>>>
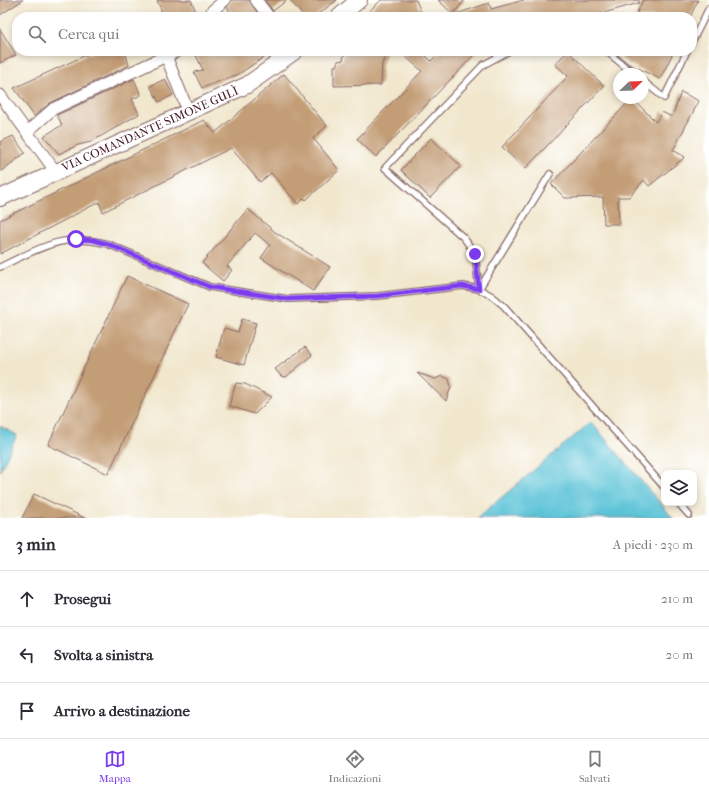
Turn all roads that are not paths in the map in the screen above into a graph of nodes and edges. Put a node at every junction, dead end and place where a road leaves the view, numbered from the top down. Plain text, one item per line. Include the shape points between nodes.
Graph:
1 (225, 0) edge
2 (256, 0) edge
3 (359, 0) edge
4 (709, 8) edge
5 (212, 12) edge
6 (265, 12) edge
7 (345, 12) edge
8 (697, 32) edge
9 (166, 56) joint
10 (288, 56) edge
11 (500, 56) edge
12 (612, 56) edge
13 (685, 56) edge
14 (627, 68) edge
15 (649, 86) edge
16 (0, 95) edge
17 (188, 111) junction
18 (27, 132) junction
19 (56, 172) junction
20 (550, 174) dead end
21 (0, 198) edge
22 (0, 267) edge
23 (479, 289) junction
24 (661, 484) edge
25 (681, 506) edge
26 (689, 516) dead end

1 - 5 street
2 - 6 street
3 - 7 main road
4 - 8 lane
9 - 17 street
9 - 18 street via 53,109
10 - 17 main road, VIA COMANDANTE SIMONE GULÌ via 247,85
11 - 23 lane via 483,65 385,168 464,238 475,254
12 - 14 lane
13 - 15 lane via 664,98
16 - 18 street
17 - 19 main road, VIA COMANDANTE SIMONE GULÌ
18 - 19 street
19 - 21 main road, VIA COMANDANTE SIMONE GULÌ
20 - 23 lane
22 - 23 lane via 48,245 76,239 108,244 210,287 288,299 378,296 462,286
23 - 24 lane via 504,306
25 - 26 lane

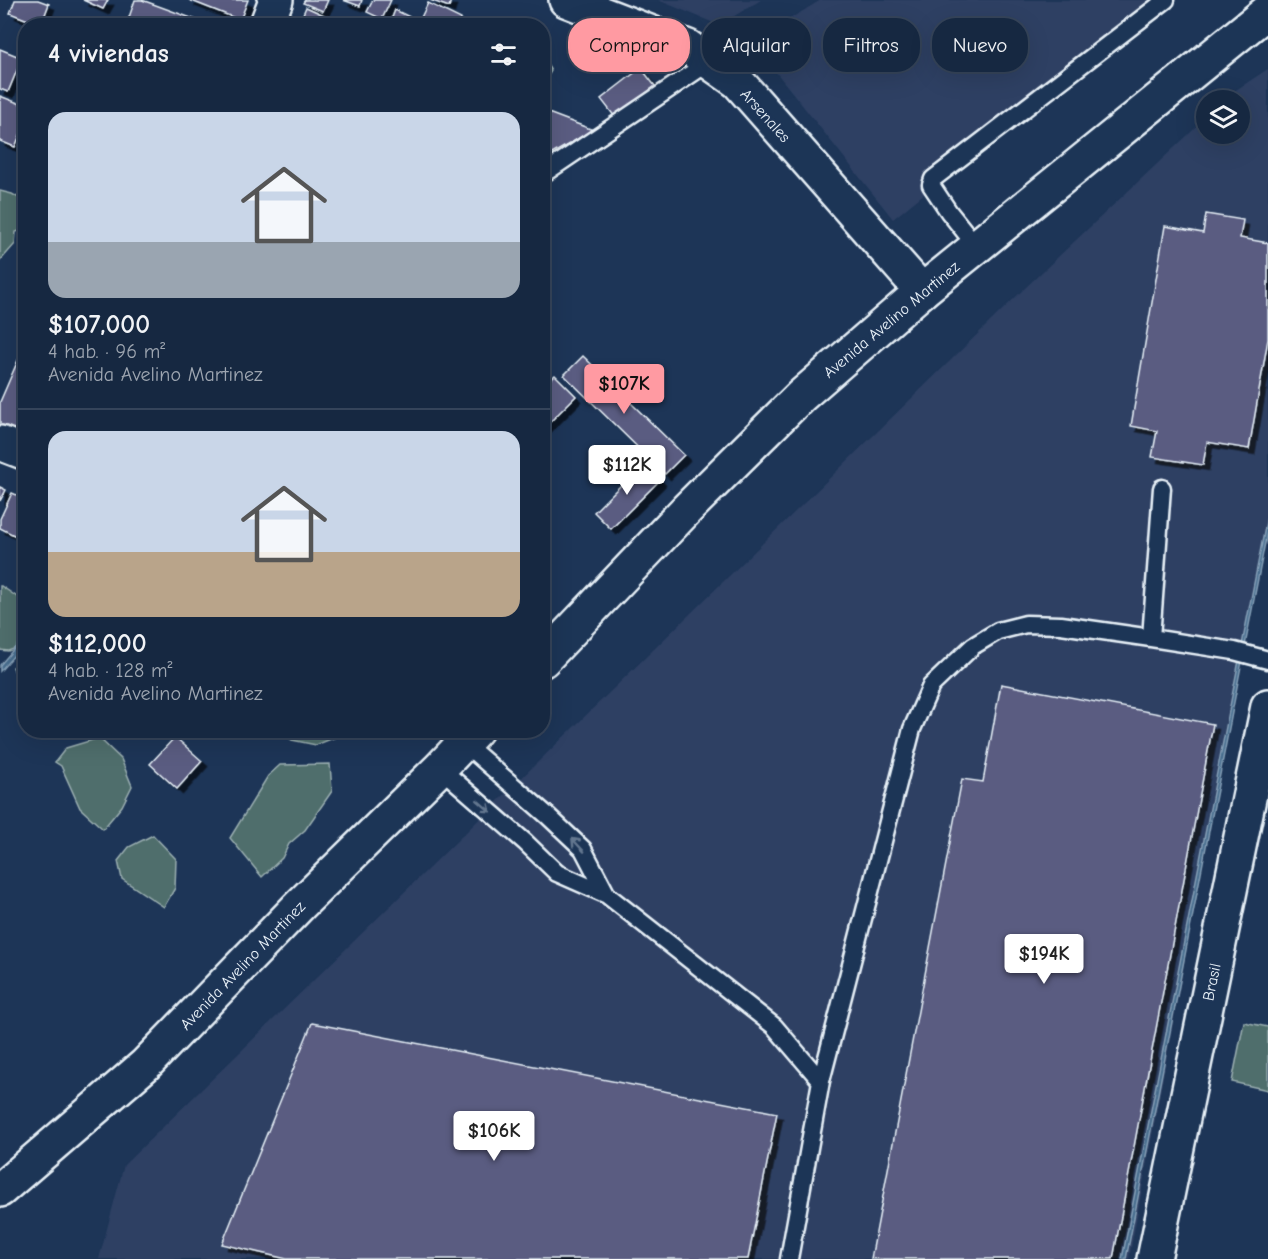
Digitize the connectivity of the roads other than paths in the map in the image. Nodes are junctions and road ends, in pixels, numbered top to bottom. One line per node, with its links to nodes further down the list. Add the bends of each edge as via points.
<<<
>>>
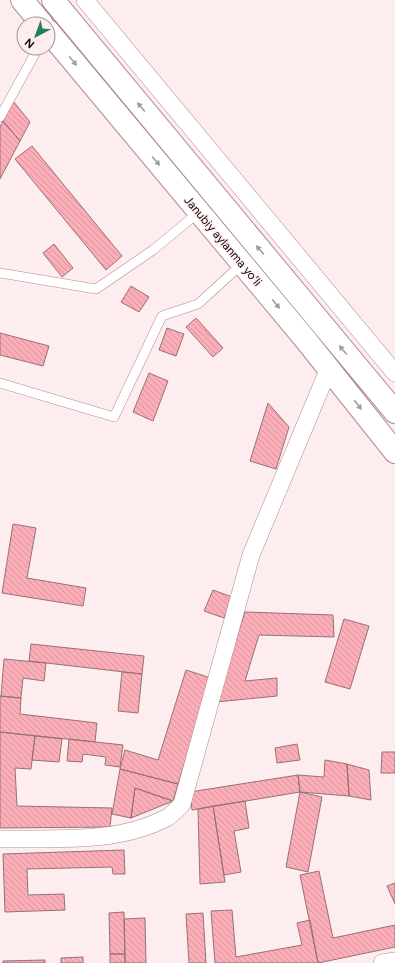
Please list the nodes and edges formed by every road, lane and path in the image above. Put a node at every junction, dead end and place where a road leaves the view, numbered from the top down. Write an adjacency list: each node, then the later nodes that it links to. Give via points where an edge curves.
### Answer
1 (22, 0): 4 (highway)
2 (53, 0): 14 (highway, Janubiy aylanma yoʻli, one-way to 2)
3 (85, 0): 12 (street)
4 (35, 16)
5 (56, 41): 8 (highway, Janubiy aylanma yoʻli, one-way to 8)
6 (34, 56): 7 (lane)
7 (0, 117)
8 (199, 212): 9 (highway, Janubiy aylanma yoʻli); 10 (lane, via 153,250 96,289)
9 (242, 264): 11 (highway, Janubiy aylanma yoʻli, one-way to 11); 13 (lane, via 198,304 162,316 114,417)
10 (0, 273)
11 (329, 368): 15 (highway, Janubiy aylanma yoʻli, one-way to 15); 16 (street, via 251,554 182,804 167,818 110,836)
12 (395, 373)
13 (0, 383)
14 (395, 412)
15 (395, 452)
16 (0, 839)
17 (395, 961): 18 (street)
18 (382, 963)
<<<
— Activity —
In the listing above, find the line with "Turn all roads" and the line with "Digitize the connectivity". Set down both and every line between them, minus the pictures.

— Response area —
Turn all roads that are not paths in the map in the screen above into a graph of nodes and edges. Put a node at every junction, dead end and place where a road leaves the view, numbered from the top down. Plain text, one item per line. Include the shape points between nodes.
Graph:
1 (225, 0) edge
2 (256, 0) edge
3 (359, 0) edge
4 (709, 8) edge
5 (212, 12) edge
6 (265, 12) edge
7 (345, 12) edge
8 (697, 32) edge
9 (166, 56) joint
10 (288, 56) edge
11 (500, 56) edge
12 (612, 56) edge
13 (685, 56) edge
14 (627, 68) edge
15 (649, 86) edge
16 (0, 95) edge
17 (188, 111) junction
18 (27, 132) junction
19 (56, 172) junction
20 (550, 174) dead end
21 (0, 198) edge
22 (0, 267) edge
23 (479, 289) junction
24 (661, 484) edge
25 (681, 506) edge
26 (689, 516) dead end

1 - 5 street
2 - 6 street
3 - 7 main road
4 - 8 lane
9 - 17 street
9 - 18 street via 53,109
10 - 17 main road, VIA COMANDANTE SIMONE GULÌ via 247,85
11 - 23 lane via 483,65 385,168 464,238 475,254
12 - 14 lane
13 - 15 lane via 664,98
16 - 18 street
17 - 19 main road, VIA COMANDANTE SIMONE GULÌ
18 - 19 street
19 - 21 main road, VIA COMANDANTE SIMONE GULÌ
20 - 23 lane
22 - 23 lane via 48,245 76,239 108,244 210,287 288,299 378,296 462,286
23 - 24 lane via 504,306
25 - 26 lane

Digitize the connectivity of the roads other than paths in the map in the image. Nodes are junctions and road ends, in pixels, numbered top to bottom. One line per node, with its links to nodes further down the list. Add the bends of each edge as via points.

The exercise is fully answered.